Animafest Zagreb’s Grand Competition – Short Film is one of the three most prestigious artistic animation competitions in the world. The jury will decide who will win the Grand Prix and qualify for the Oscar this year among 35 works from 23 production countries, which include Croatia with three works. Daniel Šuljić, Martina Meštrović and Ivan Slipčević made up the selection committee that accepted less than 4% of the submitted works. Seven films will celebrate their world premiere, three will have an international premiere, while all 35 will be screened to the Croatian audience for the first time.

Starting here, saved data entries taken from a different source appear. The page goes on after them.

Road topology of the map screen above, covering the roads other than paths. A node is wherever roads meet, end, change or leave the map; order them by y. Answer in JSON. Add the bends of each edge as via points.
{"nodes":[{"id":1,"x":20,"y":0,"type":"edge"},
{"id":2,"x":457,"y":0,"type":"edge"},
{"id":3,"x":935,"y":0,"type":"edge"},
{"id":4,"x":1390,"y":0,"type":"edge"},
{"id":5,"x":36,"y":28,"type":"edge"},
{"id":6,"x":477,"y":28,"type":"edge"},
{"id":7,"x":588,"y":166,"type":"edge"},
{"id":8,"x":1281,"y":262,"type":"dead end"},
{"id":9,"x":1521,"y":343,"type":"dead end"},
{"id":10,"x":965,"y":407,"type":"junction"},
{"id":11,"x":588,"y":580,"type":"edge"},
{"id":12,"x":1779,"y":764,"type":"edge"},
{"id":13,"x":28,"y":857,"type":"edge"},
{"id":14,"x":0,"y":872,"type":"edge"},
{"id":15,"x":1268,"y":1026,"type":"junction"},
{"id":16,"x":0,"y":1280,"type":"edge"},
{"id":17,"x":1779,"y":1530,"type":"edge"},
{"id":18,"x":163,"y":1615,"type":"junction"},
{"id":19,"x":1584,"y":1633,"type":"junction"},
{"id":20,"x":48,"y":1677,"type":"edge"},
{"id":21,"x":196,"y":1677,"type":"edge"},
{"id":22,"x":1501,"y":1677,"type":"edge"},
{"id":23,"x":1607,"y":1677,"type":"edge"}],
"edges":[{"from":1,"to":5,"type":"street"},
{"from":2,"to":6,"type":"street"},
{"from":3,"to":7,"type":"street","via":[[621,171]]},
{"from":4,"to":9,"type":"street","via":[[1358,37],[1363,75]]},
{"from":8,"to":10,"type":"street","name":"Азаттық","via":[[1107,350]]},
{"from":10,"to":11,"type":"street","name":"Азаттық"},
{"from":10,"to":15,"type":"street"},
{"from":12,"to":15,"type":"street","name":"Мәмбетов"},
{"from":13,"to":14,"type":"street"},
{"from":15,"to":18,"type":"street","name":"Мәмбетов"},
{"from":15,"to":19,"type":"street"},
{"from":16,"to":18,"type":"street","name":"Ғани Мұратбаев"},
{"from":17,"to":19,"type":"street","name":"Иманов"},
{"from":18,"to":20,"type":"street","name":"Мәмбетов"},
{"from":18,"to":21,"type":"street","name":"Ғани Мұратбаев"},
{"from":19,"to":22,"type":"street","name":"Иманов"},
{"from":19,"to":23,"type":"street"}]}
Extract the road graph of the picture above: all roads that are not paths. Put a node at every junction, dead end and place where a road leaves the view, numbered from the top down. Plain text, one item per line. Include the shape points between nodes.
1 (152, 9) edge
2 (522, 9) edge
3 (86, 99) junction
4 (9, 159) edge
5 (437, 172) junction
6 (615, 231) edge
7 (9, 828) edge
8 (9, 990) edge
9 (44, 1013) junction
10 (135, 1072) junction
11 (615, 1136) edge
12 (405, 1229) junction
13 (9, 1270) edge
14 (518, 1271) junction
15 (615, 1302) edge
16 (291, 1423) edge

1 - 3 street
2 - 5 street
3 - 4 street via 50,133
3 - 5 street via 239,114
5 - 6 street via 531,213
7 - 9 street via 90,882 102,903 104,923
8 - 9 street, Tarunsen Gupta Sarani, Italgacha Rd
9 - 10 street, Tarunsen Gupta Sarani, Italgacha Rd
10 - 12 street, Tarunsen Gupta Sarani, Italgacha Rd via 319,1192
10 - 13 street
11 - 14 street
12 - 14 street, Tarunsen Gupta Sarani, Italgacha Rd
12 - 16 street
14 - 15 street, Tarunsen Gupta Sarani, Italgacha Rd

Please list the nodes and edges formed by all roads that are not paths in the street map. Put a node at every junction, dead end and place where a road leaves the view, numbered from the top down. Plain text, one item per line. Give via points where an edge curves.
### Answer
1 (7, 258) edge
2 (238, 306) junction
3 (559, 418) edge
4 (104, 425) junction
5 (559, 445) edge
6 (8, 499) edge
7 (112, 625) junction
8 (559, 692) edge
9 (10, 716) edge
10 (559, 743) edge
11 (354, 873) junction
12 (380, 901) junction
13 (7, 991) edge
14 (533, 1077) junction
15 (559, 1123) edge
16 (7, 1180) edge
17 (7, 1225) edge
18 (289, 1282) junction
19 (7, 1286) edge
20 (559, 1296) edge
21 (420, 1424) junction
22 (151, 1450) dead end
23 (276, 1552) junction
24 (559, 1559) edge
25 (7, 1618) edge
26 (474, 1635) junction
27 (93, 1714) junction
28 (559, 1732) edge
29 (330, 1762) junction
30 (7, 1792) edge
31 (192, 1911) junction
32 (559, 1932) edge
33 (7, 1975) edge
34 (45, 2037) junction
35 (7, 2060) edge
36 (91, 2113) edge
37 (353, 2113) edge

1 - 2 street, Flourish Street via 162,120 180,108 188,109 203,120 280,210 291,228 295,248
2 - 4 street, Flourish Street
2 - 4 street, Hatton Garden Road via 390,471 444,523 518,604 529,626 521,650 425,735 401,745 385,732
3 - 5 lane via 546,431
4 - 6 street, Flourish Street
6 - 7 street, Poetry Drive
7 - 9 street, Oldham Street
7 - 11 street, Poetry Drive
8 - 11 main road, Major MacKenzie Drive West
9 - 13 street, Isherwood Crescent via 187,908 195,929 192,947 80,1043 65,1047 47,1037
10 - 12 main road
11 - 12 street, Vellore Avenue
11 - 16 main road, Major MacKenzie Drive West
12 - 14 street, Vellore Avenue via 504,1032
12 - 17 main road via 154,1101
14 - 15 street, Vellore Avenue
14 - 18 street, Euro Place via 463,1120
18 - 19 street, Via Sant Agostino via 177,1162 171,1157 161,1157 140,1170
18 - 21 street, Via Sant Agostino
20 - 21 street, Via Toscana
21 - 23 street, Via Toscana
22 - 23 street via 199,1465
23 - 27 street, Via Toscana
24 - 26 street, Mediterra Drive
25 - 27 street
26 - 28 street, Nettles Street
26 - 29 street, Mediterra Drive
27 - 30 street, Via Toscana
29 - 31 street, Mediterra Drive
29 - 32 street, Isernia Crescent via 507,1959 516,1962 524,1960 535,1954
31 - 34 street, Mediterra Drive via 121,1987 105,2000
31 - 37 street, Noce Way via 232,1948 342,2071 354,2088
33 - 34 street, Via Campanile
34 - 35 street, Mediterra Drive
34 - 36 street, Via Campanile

On the technical side, the competition is characterised by a certain ‘return to the pencil and graphism’, gorgeous colours (especially oil and acrylic) of painterly films and the hybridization of stop-motion with 2D and 3D. Thematically, the competition is somewhat more difficult to reduce to common denominators, but there is a noticeable number of works dedicated to personal and cultural memories, alienation, mythology, psychology of instincts, the environment, war, and especially women’s experiences and perspectives presented in the two most critically acclaimed films leading up to Animafest.

A Woman Is a Woman
The depiction of a relevant social problem – the too long stay of a mature girl in the family home – in the film 27 by Flóra Anna Buda is connected with a partly psychedelic and partly grotesque treatment of explicit sexual fantasies, youthful clubbing, relative poverty and deep frustration. Energetic (seamlessly edited and danceable), authentic (autobiographical inspiration), humorous and sad at the same time, the film with dominant red, pink and purple tones won the Palme d’Or in Cannes, the Crystal in Annecy, and was nominated for the European Film Award. Daria Kashcheeva’s Electra, a technically ambitious hybrid of stop-animated (pixilation and puppets) film and live action segments, is also dedicated to the personal memory of the protagonist, who uses psychotherapeutic and performance methods during the auto-dissection of her 10th birthday. Screened in Cannes and Annecy, and awarded in Ottawa and Toronto, Electra is primarily a spectacular study of the traumatic formation of female identity in the context of a complex relationship with parents, Barbie culture, dental accessories, and the establishment of sexuality and body image. It is also a contemporary reinterpretation of ancient myth and psychoanalysis.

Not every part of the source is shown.